De familie Hernández op het eiland Sucunguadup, Panama, © Kadir van Lohuizen | NOOR

 

Voor wie toevallig recentelijk Sebalds roman las en daarna de tentoonstelling Vía PanAm in het Nederlands Fotomuseum in Rotterdam bezoekt, lijkt de reden om aan het boek terug te denken voor de hand te liggen: de empathie voor migranten die Sebalds werk oproept, is precies datgene wat fotograaf Kadir van Lohuizen in een korte introductietekst tot zijn hogere doel bestempelt. Iets banaler zou je natuurlijk ook kunnen zeggen dat beiden zich over het fenomeen migratie en het lot van individuele migranten bogen. Maar waarom dan juist terugdenken aan die scène op die boot vol mensen die dicht bij de grootste teleurstelling van hun leven zijn? Omdat de achteloze museumbezoeker – bevooroordeeld als hij of zij is – in de veronderstelling zou kunnen zijn dat de tentoonstelling het belangrijkste resultaat van Van Lohuizens reis is. Wie dat denkt zou vervolgens niet alleen teleurgesteld zijn, maar ook kunnen volharden in die misvatting (als Sebalds emigrés) en Van Lohuizens moeite – ten onrechte – als vergeefs kunnen beschouwen.

Eerst wat context. Kadir van Lohuizen (1963) is een van ’s lands meest gerespecteerde fotojournalisten: ruim twintig jaar ervaring, twee World Press Photo Awards, mooie boeken over de diamantindustrie (Diamond Matters, 2007) en de grote wereldrivieren (Rivers, 2003). Zijn Vía PanAm-project was in de kern een één jaar durende reis van Puerto Toro op het Isla Navarino, in het zuiden van Chili’s Vuurland, naar Deadhorse, in het noorden van Alaska, over de Pan-American Highway. Waar een eeuw geleden het devies "go west young man" was, is dat inmiddels al decennia go north, al blijkt het met het opvolgen daarvan volgens Van Lohuizen wel mee te vallen: men verhuist alle kanten op. Hijzelf liet zich wel meevoeren door de stroom van zuid naar noord en fotografeerde de lotgevallen van verschillende migrantengemeenschappen, het werk dat ze verrichten en de moeilijkheden die ze ondervinden, overwinnen en opnieuw tegenkomen. Tijdens zijn reis deed hij verslag via internet en gedrukte media. En nu, na afloop, zijn er dan ook een tentoonstelling en een boek.
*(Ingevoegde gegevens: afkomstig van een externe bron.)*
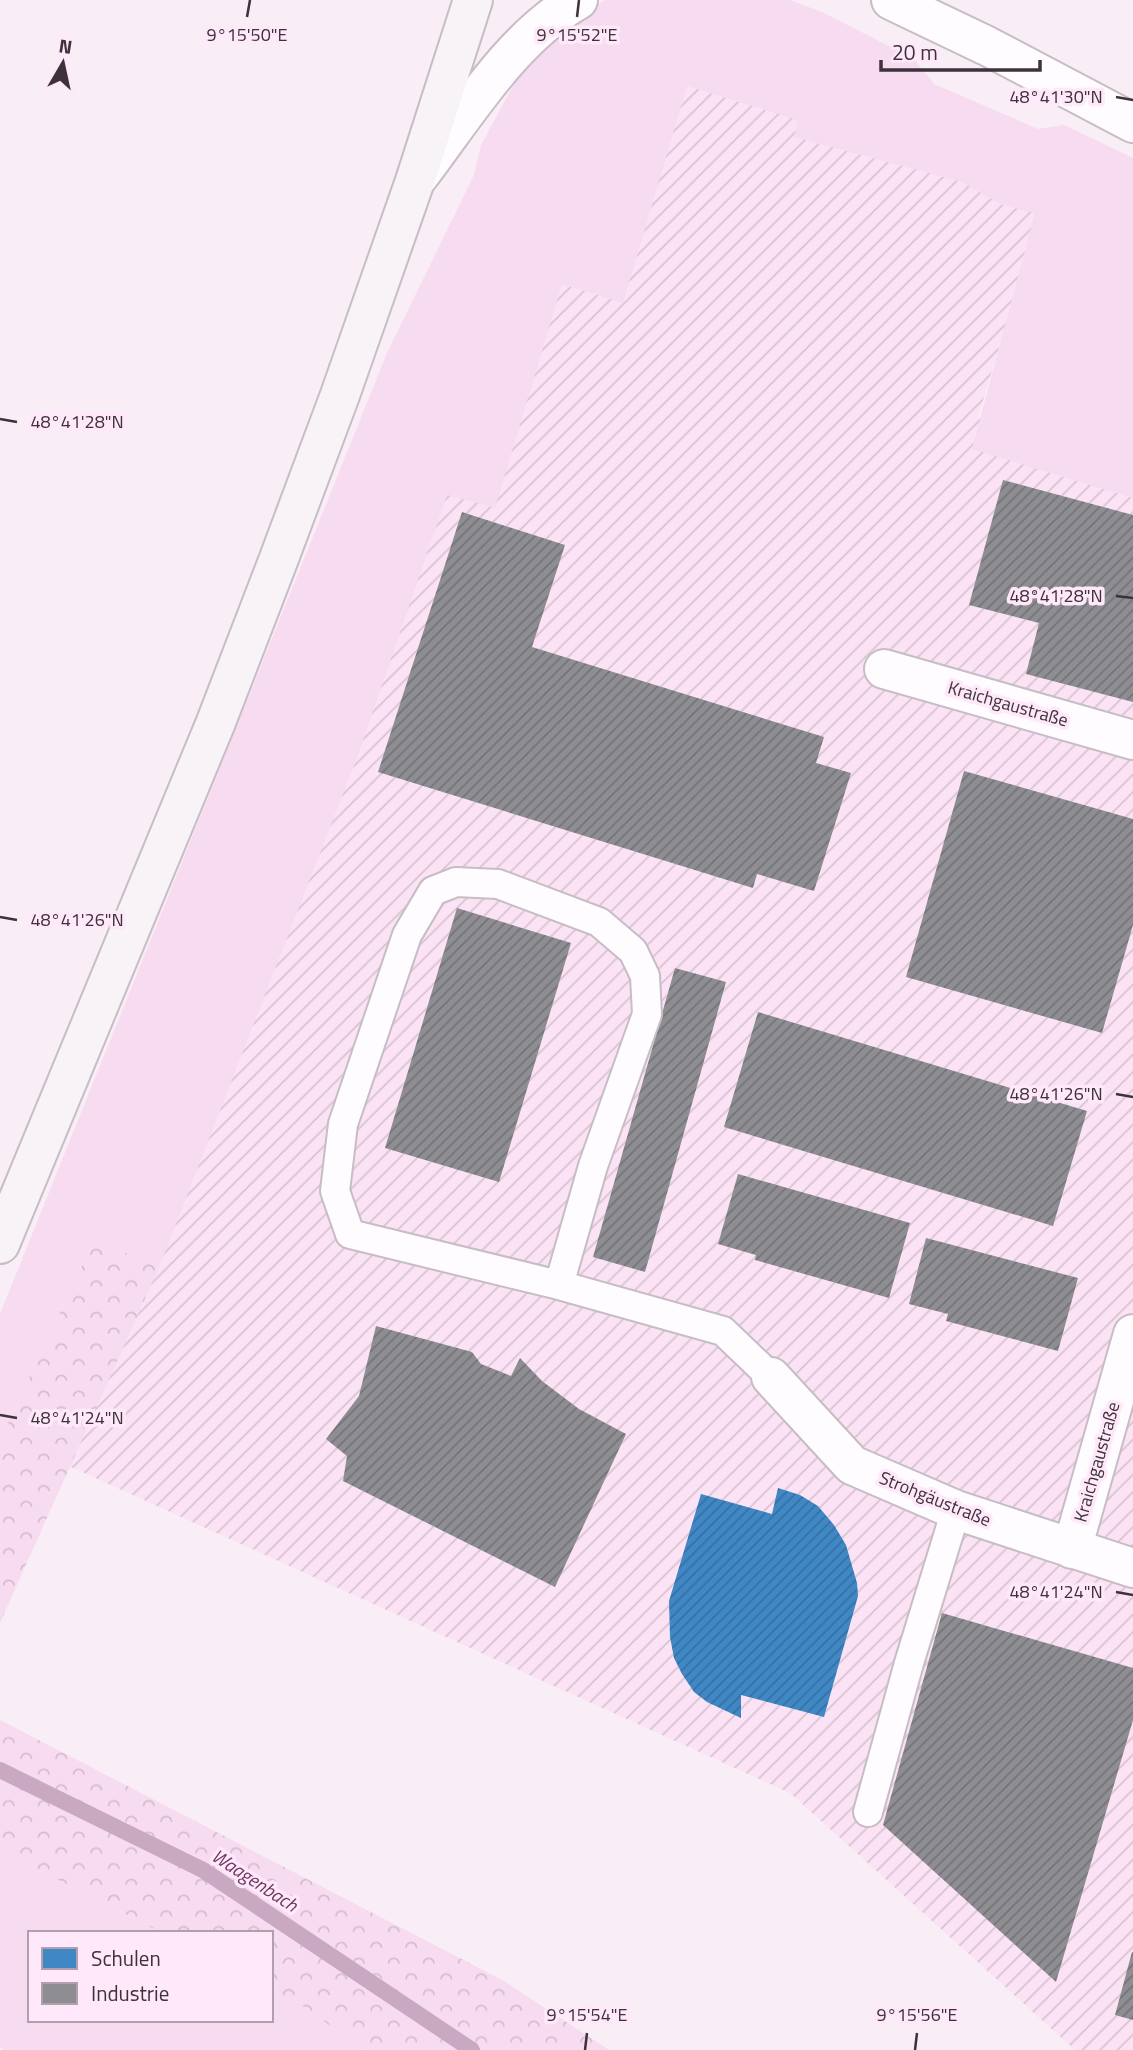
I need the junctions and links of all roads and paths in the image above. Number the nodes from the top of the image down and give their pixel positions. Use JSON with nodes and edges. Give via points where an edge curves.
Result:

Hoe groter het fotoproject, hoe groter de tentoonstelling die het als eindproduct oplevert. Dat is absoluut geen wet van Meden en Perzen, maar enige logica lijkt die gedachte toch wel te bezitten. Hoe vreemd is het dan om in het Fotomuseum de trappen naar de kelder af te dalen en te beseffen dat in de kleinste van twee ruimtes (de andere huisvest immers de mooie permanente expositie De donkere kamer) een reis van tegen de vijftigduizend kilometer, en ongetwijfeld ook vele duizenden afbeeldingen, is teruggebracht tot achttien foto’s. Achttien. Goed, er is ook nog een video-installatie, maar toch: achttien foto’s om Van Lohuizens reis over te doen.

Het zijn beelden die, behalve dat ze alle zijn afgedrukt en opgehangen op een wijze die nonchalance verraadt, weinig samenhang lijken te vertonen. Kleur- en zwart-witfoto’s wisselen elkaar af. Er zijn mensen en er zijn landschappen, kinderen en bejaarden, een geslacht schaap in Chili hangt tegenover een beeld van een samenzijn van Iraakse migranten in San Diego. Op de achtergrond het geluid van de installatie die videomateriaal en fotografie afwisselt: een soort Midden-Amerikaanse variant op de Braziliaanse baile funk klinkt onder gitzwarte, deprimerende beelden van een gevangenis.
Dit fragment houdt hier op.